• _WORK INSTRUCTION_
Quote the entries word for word. Omit the pictures.

━━━━━━━━━━━━━━━━━━━━

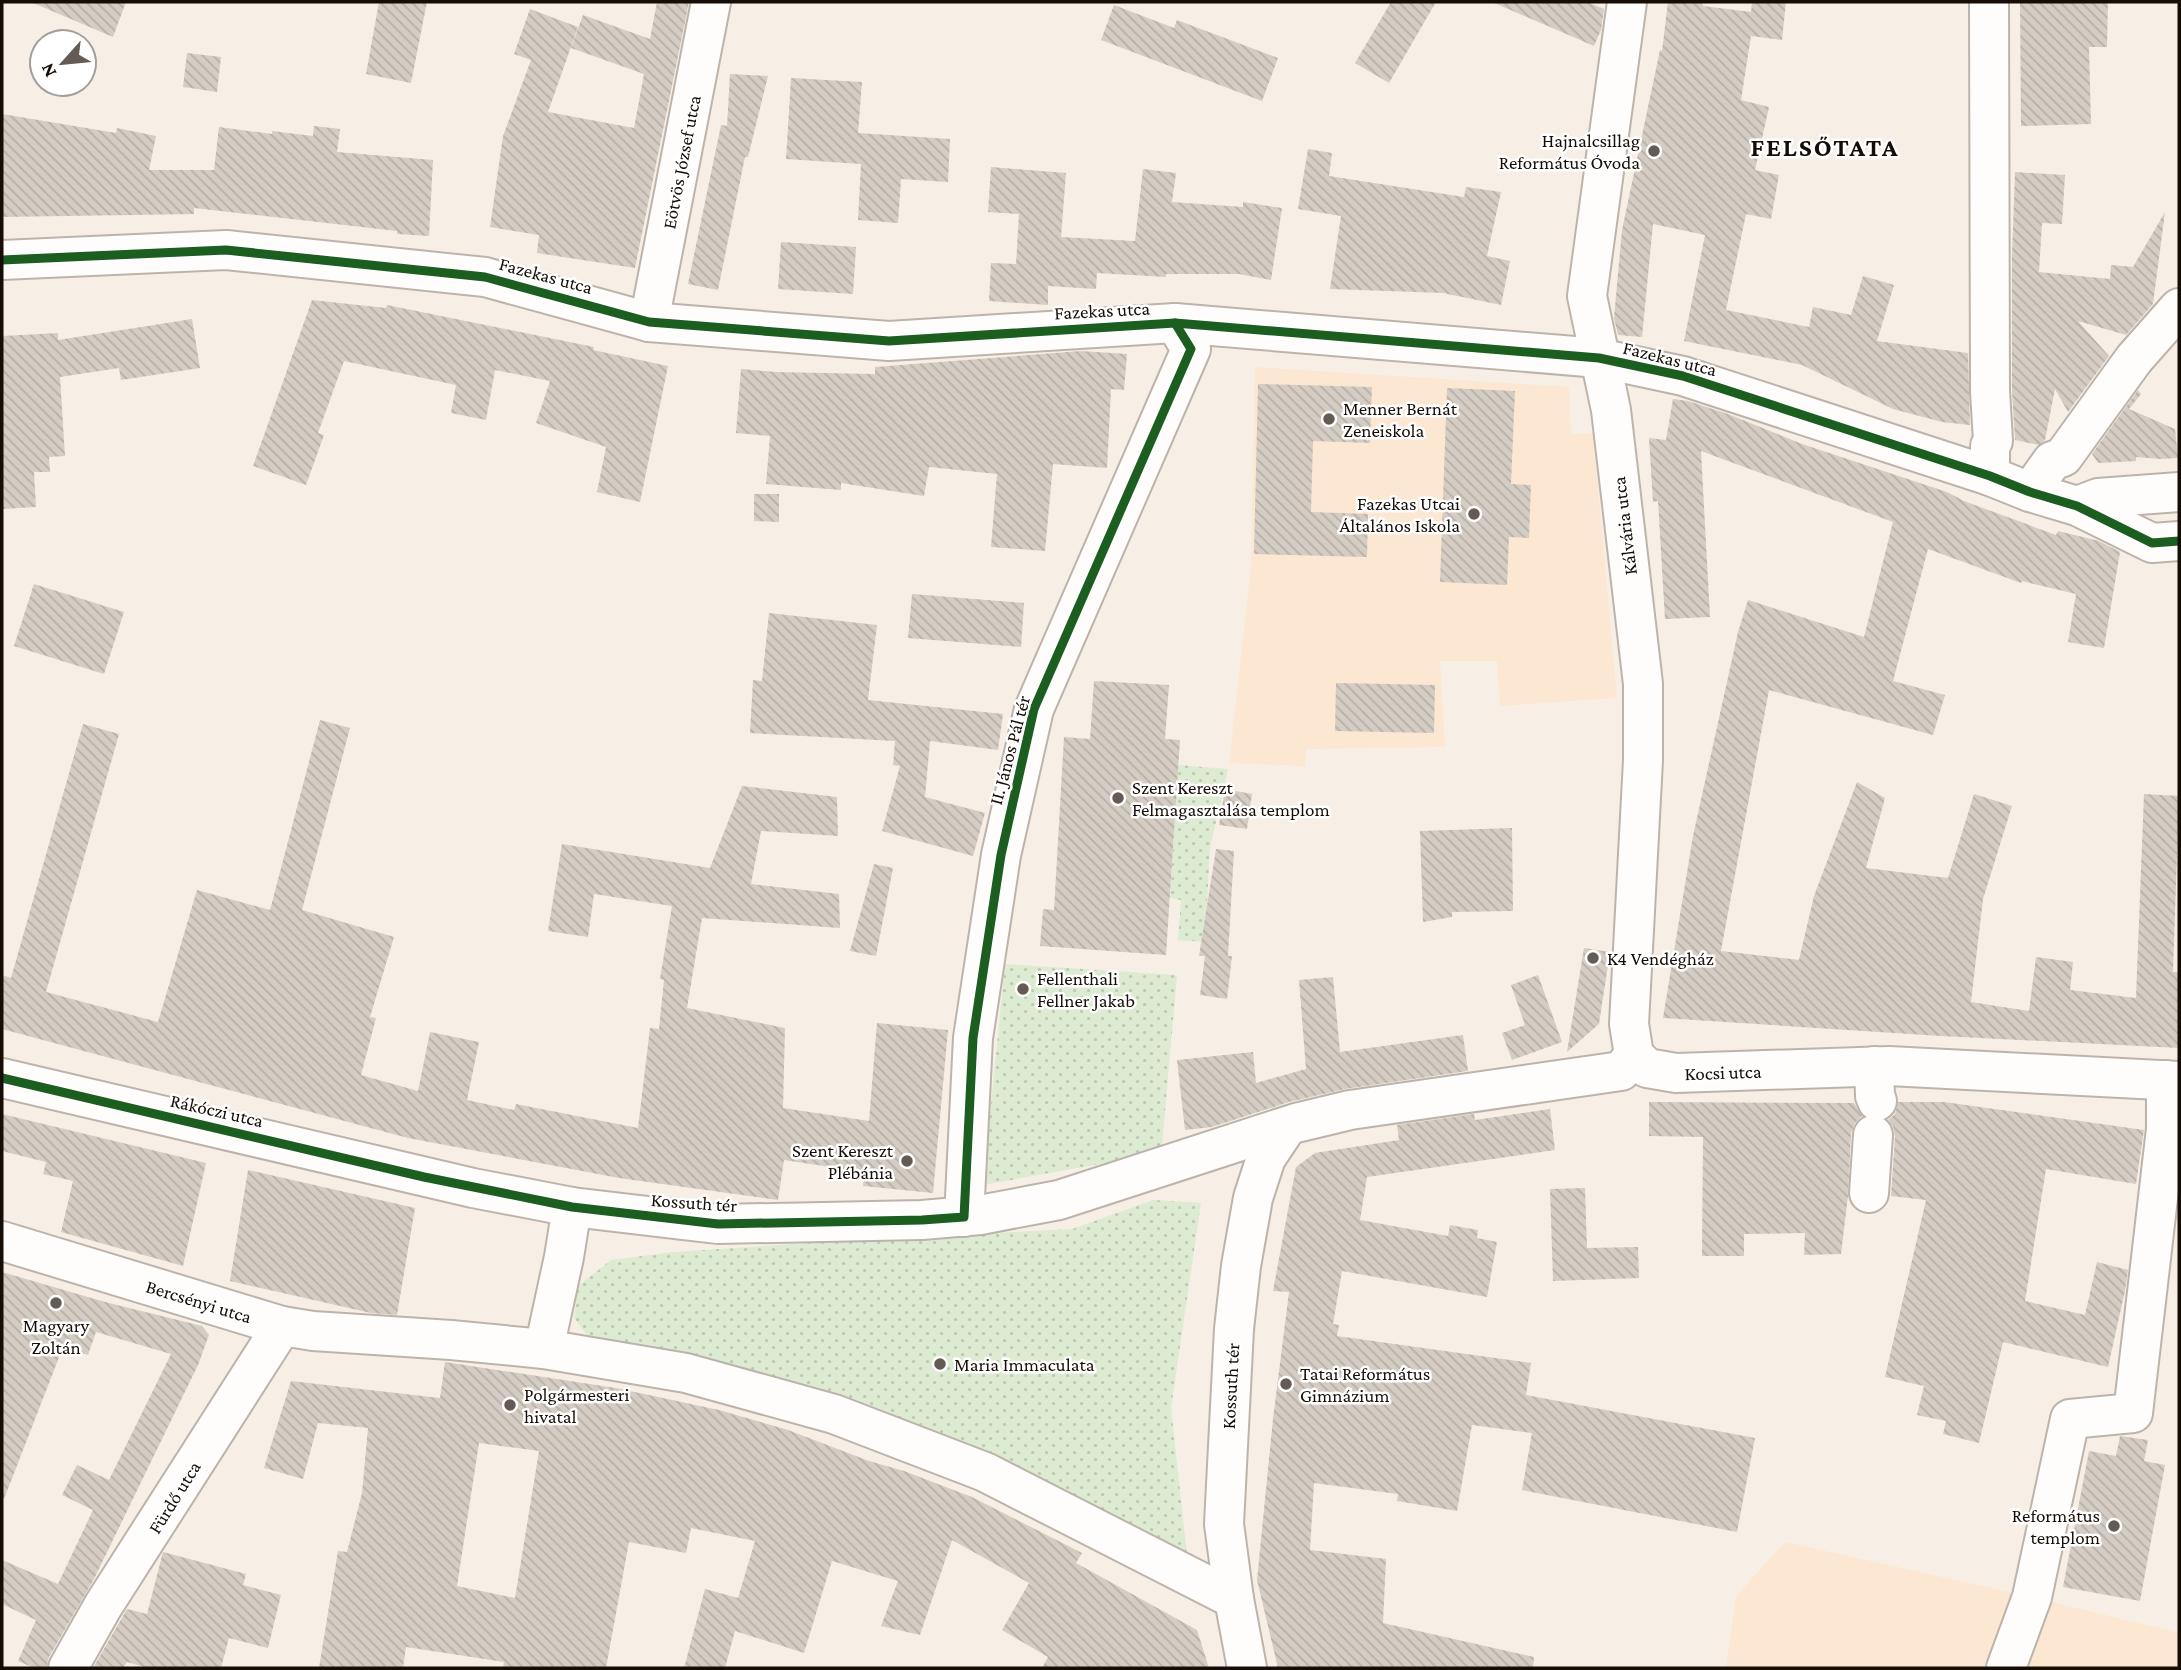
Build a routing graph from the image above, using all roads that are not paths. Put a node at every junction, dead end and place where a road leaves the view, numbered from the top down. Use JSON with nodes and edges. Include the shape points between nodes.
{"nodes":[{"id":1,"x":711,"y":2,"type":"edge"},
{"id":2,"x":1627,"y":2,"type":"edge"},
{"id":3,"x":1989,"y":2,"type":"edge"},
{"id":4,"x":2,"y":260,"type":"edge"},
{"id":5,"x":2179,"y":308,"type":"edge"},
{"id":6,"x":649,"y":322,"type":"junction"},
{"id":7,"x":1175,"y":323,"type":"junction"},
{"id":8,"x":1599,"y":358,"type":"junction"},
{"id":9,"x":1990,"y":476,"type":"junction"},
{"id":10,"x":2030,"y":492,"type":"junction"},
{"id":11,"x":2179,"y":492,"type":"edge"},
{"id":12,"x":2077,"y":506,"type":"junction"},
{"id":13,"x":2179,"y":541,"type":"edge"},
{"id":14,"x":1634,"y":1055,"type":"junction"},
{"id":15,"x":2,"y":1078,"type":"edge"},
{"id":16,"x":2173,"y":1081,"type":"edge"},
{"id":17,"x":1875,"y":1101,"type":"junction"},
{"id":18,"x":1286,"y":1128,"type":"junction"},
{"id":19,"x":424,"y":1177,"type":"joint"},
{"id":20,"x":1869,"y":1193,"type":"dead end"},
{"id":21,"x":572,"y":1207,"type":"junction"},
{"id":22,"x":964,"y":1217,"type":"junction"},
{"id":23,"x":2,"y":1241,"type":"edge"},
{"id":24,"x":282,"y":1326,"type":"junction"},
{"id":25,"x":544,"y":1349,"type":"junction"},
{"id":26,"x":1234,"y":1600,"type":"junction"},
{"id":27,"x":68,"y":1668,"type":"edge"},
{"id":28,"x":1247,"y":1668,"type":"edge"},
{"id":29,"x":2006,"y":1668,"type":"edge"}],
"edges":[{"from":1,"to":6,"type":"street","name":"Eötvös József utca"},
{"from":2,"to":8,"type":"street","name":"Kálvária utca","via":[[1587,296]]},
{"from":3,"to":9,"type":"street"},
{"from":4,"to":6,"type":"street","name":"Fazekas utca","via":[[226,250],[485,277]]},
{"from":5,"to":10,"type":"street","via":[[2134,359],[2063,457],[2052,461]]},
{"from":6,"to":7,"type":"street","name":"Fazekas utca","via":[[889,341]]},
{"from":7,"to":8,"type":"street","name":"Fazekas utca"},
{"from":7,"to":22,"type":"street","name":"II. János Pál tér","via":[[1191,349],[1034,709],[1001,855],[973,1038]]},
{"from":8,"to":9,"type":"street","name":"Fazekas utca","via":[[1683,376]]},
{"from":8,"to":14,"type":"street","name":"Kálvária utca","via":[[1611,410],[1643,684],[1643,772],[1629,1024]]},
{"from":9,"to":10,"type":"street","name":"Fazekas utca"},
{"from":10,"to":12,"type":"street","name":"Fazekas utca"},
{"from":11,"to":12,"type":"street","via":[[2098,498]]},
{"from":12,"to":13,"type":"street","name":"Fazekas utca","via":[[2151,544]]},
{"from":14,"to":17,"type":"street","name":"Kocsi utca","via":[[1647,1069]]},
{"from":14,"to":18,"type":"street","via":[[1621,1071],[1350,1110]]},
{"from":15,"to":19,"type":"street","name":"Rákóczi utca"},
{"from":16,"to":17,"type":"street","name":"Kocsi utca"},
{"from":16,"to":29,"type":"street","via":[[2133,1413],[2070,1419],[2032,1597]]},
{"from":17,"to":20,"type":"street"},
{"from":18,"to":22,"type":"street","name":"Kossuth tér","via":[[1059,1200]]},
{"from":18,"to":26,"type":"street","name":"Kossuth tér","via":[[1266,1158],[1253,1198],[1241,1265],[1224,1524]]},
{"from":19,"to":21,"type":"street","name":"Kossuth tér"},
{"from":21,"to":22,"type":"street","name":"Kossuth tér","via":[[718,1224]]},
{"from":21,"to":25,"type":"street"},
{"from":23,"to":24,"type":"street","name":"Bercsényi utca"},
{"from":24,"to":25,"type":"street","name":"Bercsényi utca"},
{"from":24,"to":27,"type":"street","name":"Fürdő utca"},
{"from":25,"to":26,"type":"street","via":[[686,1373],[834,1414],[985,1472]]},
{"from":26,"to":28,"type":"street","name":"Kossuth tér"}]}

━━━━━━━━━━━━━━━━━━━━

• _ANSWER_
Build a routing graph from the image above, using all roads that are not paths. Put a node at every junction, dead end and place where a road leaves the view, numbered from the top down. Use JSON with nodes and edges. Include the shape points between nodes.
{"nodes":[{"id":1,"x":711,"y":2,"type":"edge"},
{"id":2,"x":1627,"y":2,"type":"edge"},
{"id":3,"x":1989,"y":2,"type":"edge"},
{"id":4,"x":2,"y":260,"type":"edge"},
{"id":5,"x":2179,"y":308,"type":"edge"},
{"id":6,"x":649,"y":322,"type":"junction"},
{"id":7,"x":1175,"y":323,"type":"junction"},
{"id":8,"x":1599,"y":358,"type":"junction"},
{"id":9,"x":1990,"y":476,"type":"junction"},
{"id":10,"x":2030,"y":492,"type":"junction"},
{"id":11,"x":2179,"y":492,"type":"edge"},
{"id":12,"x":2077,"y":506,"type":"junction"},
{"id":13,"x":2179,"y":541,"type":"edge"},
{"id":14,"x":1634,"y":1055,"type":"junction"},
{"id":15,"x":2,"y":1078,"type":"edge"},
{"id":16,"x":2173,"y":1081,"type":"edge"},
{"id":17,"x":1875,"y":1101,"type":"junction"},
{"id":18,"x":1286,"y":1128,"type":"junction"},
{"id":19,"x":424,"y":1177,"type":"joint"},
{"id":20,"x":1869,"y":1193,"type":"dead end"},
{"id":21,"x":572,"y":1207,"type":"junction"},
{"id":22,"x":964,"y":1217,"type":"junction"},
{"id":23,"x":2,"y":1241,"type":"edge"},
{"id":24,"x":282,"y":1326,"type":"junction"},
{"id":25,"x":544,"y":1349,"type":"junction"},
{"id":26,"x":1234,"y":1600,"type":"junction"},
{"id":27,"x":68,"y":1668,"type":"edge"},
{"id":28,"x":1247,"y":1668,"type":"edge"},
{"id":29,"x":2006,"y":1668,"type":"edge"}],
"edges":[{"from":1,"to":6,"type":"street","name":"Eötvös József utca"},
{"from":2,"to":8,"type":"street","name":"Kálvária utca","via":[[1587,296]]},
{"from":3,"to":9,"type":"street"},
{"from":4,"to":6,"type":"street","name":"Fazekas utca","via":[[226,250],[485,277]]},
{"from":5,"to":10,"type":"street","via":[[2134,359],[2063,457],[2052,461]]},
{"from":6,"to":7,"type":"street","name":"Fazekas utca","via":[[889,341]]},
{"from":7,"to":8,"type":"street","name":"Fazekas utca"},
{"from":7,"to":22,"type":"street","name":"II. János Pál tér","via":[[1191,349],[1034,709],[1001,855],[973,1038]]},
{"from":8,"to":9,"type":"street","name":"Fazekas utca","via":[[1683,376]]},
{"from":8,"to":14,"type":"street","name":"Kálvária utca","via":[[1611,410],[1643,684],[1643,772],[1629,1024]]},
{"from":9,"to":10,"type":"street","name":"Fazekas utca"},
{"from":10,"to":12,"type":"street","name":"Fazekas utca"},
{"from":11,"to":12,"type":"street","via":[[2098,498]]},
{"from":12,"to":13,"type":"street","name":"Fazekas utca","via":[[2151,544]]},
{"from":14,"to":17,"type":"street","name":"Kocsi utca","via":[[1647,1069]]},
{"from":14,"to":18,"type":"street","via":[[1621,1071],[1350,1110]]},
{"from":15,"to":19,"type":"street","name":"Rákóczi utca"},
{"from":16,"to":17,"type":"street","name":"Kocsi utca"},
{"from":16,"to":29,"type":"street","via":[[2133,1413],[2070,1419],[2032,1597]]},
{"from":17,"to":20,"type":"street"},
{"from":18,"to":22,"type":"street","name":"Kossuth tér","via":[[1059,1200]]},
{"from":18,"to":26,"type":"street","name":"Kossuth tér","via":[[1266,1158],[1253,1198],[1241,1265],[1224,1524]]},
{"from":19,"to":21,"type":"street","name":"Kossuth tér"},
{"from":21,"to":22,"type":"street","name":"Kossuth tér","via":[[718,1224]]},
{"from":21,"to":25,"type":"street"},
{"from":23,"to":24,"type":"street","name":"Bercsényi utca"},
{"from":24,"to":25,"type":"street","name":"Bercsényi utca"},
{"from":24,"to":27,"type":"street","name":"Fürdő utca"},
{"from":25,"to":26,"type":"street","via":[[686,1373],[834,1414],[985,1472]]},
{"from":26,"to":28,"type":"street","name":"Kossuth tér"}]}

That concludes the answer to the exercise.